1. A search engine that my friend wrote tries to return *all* the documents in its database no matter what the query. Comment on its
precision and recall (qualitatively--as in "high" and "low")
2. You are trying to find all the movies directed by Woody Allen, and so gave the query "woody allen directed" to your search engine.
Suppose it returns IMDB records (IMDB is the internet movie database). What is more important in this case--precision or recall?
3. I am considering viewing documents as bags and use the bag similarity measure to compute their similarity. I am considering three different bag representations:
a. documents as bags of letters (alphabetic characters)
b. documents as bags of words
c. documents as bags of sentences
Comment on the relative precision/recall values offered by the three approaches.
4. One of the CSE faculty members used to have a bunch of magnetic words stuck to his (then metallic) doors. All the students passing by will try to arrange the magnetic words to make interesting english messages. If we assume that each student was making it a point to use *all* the words in his/her message, then what would the bag-of-words similarity measures say about the pair-wise difference among those messages? Considering that I told you that search engines use these as the default similarity metrics, what does it make you think about the intelligence of search engines?
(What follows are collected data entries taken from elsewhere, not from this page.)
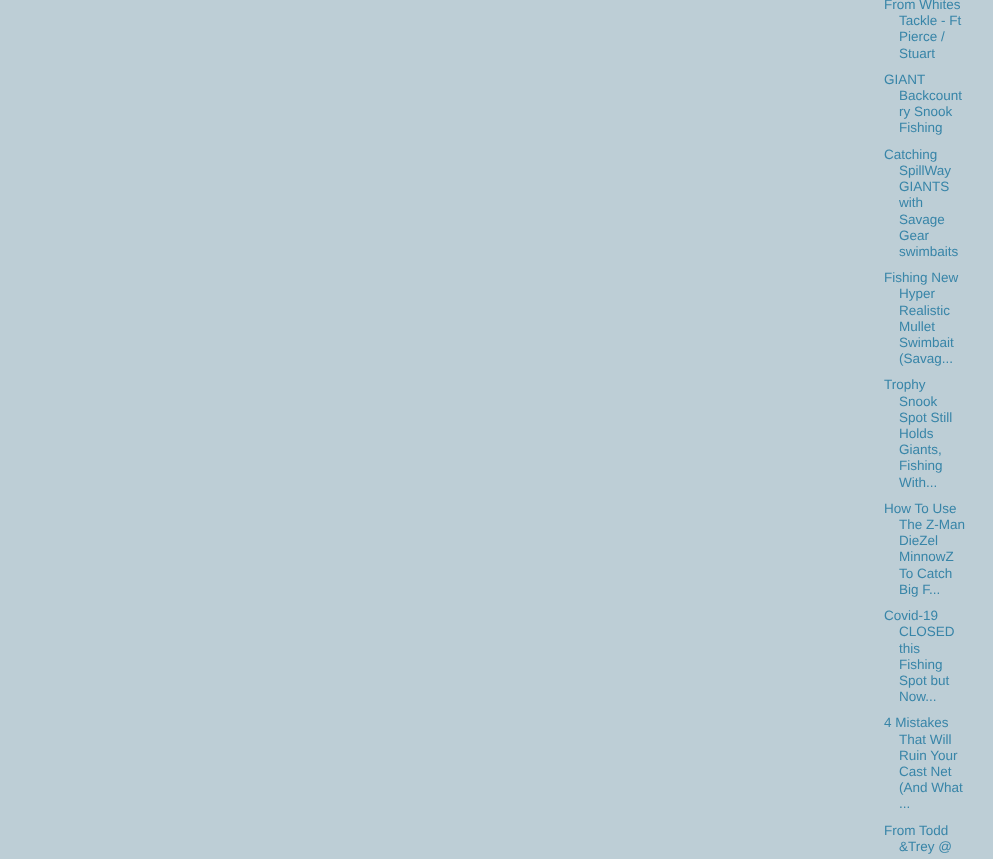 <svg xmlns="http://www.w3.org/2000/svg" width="993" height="859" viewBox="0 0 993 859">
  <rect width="100%" height="100%" fill="#bdced6"/>
  <text x="884" y="9" font-family="Liberation Sans" font-size="13.5" fill="#3885a8">From Whites</text>
  <text x="899" y="25" font-family="Liberation Sans" font-size="13.5" fill="#3885a8">Tackle - Ft</text>
  <text x="899" y="41" font-family="Liberation Sans" font-size="13.5" fill="#3885a8">Pierce /</text>
  <text x="899" y="58" font-family="Liberation Sans" font-size="13.5" fill="#3885a8">Stuart</text>
  <text x="884" y="84" font-family="Liberation Sans" font-size="13.5" fill="#3885a8">GIANT</text>
  <text x="899" y="100" font-family="Liberation Sans" font-size="13.5" fill="#3885a8">Backcount</text>
  <text x="899" y="116" font-family="Liberation Sans" font-size="13.5" fill="#3885a8">ry Snook</text>
  <text x="899" y="132" font-family="Liberation Sans" font-size="13.5" fill="#3885a8">Fishing</text>
  <text x="884" y="159" font-family="Liberation Sans" font-size="13.5" fill="#3885a8">Catching</text>
  <text x="899" y="175" font-family="Liberation Sans" font-size="13.5" fill="#3885a8">SpillWay</text>
  <text x="899" y="191" font-family="Liberation Sans" font-size="13.5" fill="#3885a8">GIANTS</text>
  <text x="899" y="207" font-family="Liberation Sans" font-size="13.5" fill="#3885a8">with</text>
  <text x="899" y="224" font-family="Liberation Sans" font-size="13.5" fill="#3885a8">Savage</text>
  <text x="899" y="240" font-family="Liberation Sans" font-size="13.5" fill="#3885a8">Gear</text>
  <text x="899" y="256" font-family="Liberation Sans" font-size="13.5" fill="#3885a8">swimbaits</text>
  <text x="884" y="282" font-family="Liberation Sans" font-size="13.5" fill="#3885a8">Fishing New</text>
  <text x="899" y="298" font-family="Liberation Sans" font-size="13.5" fill="#3885a8">Hyper</text>
  <text x="899" y="315" font-family="Liberation Sans" font-size="13.5" fill="#3885a8">Realistic</text>
  <text x="899" y="331" font-family="Liberation Sans" font-size="13.5" fill="#3885a8">Mullet</text>
  <text x="899" y="347" font-family="Liberation Sans" font-size="13.5" fill="#3885a8">Swimbait</text>
  <text x="899" y="363" font-family="Liberation Sans" font-size="13.5" fill="#3885a8">(Savag...</text>
  <text x="884" y="389" font-family="Liberation Sans" font-size="13.5" fill="#3885a8">Trophy</text>
  <text x="899" y="406" font-family="Liberation Sans" font-size="13.5" fill="#3885a8">Snook</text>
  <text x="899" y="422" font-family="Liberation Sans" font-size="13.5" fill="#3885a8">Spot Still</text>
  <text x="899" y="438" font-family="Liberation Sans" font-size="13.5" fill="#3885a8">Holds</text>
  <text x="899" y="454" font-family="Liberation Sans" font-size="13.5" fill="#3885a8">Giants,</text>
  <text x="899" y="470" font-family="Liberation Sans" font-size="13.5" fill="#3885a8">Fishing</text>
  <text x="899" y="487" font-family="Liberation Sans" font-size="13.5" fill="#3885a8">With...</text>
  <text x="884" y="513" font-family="Liberation Sans" font-size="13.5" fill="#3885a8">How To Use</text>
  <text x="899" y="529" font-family="Liberation Sans" font-size="13.5" fill="#3885a8">The Z-Man</text>
  <text x="899" y="545" font-family="Liberation Sans" font-size="13.5" fill="#3885a8">DieZel</text>
  <text x="899" y="561" font-family="Liberation Sans" font-size="13.5" fill="#3885a8">MinnowZ</text>
  <text x="899" y="578" font-family="Liberation Sans" font-size="13.5" fill="#3885a8">To Catch</text>
  <text x="899" y="594" font-family="Liberation Sans" font-size="13.5" fill="#3885a8">Big F...</text>
  <text x="884" y="620" font-family="Liberation Sans" font-size="13.5" fill="#3885a8">Covid-19</text>
  <text x="899" y="636" font-family="Liberation Sans" font-size="13.5" fill="#3885a8">CLOSED</text>
  <text x="899" y="653" font-family="Liberation Sans" font-size="13.5" fill="#3885a8">this</text>
  <text x="899" y="669" font-family="Liberation Sans" font-size="13.5" fill="#3885a8">Fishing</text>
  <text x="899" y="685" font-family="Liberation Sans" font-size="13.5" fill="#3885a8">Spot but</text>
  <text x="899" y="701" font-family="Liberation Sans" font-size="13.5" fill="#3885a8">Now...</text>
  <text x="884" y="727" font-family="Liberation Sans" font-size="13.5" fill="#3885a8">4 Mistakes</text>
  <text x="899" y="744" font-family="Liberation Sans" font-size="13.5" fill="#3885a8">That Will</text>
  <text x="899" y="760" font-family="Liberation Sans" font-size="13.5" fill="#3885a8">Ruin Your</text>
  <text x="899" y="776" font-family="Liberation Sans" font-size="13.5" fill="#3885a8">Cast Net</text>
  <text x="899" y="792" font-family="Liberation Sans" font-size="13.5" fill="#3885a8">(And What</text>
  <text x="899" y="808" font-family="Liberation Sans" font-size="13.5" fill="#3885a8">...</text>
  <text x="884" y="835" font-family="Liberation Sans" font-size="13.5" fill="#3885a8">From Todd</text>
  <text x="899" y="851" font-family="Liberation Sans" font-size="13.5" fill="#3885a8">&amp;Trey @</text>
</svg>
5. Suppose I have a document D1: "Rao is a happy chap" I make another document D2 by copying all the text from D1 and pasting it 2 times into D2 (so D2 is
"Rao is a happy chap Rao is a happy chap"). What will the bag similarity metric say about the similarity between D1 and D2? What will the cosine-theta (or vector) similarity metric
say about the similarity between D1 and D2? Which do you think is better for this case?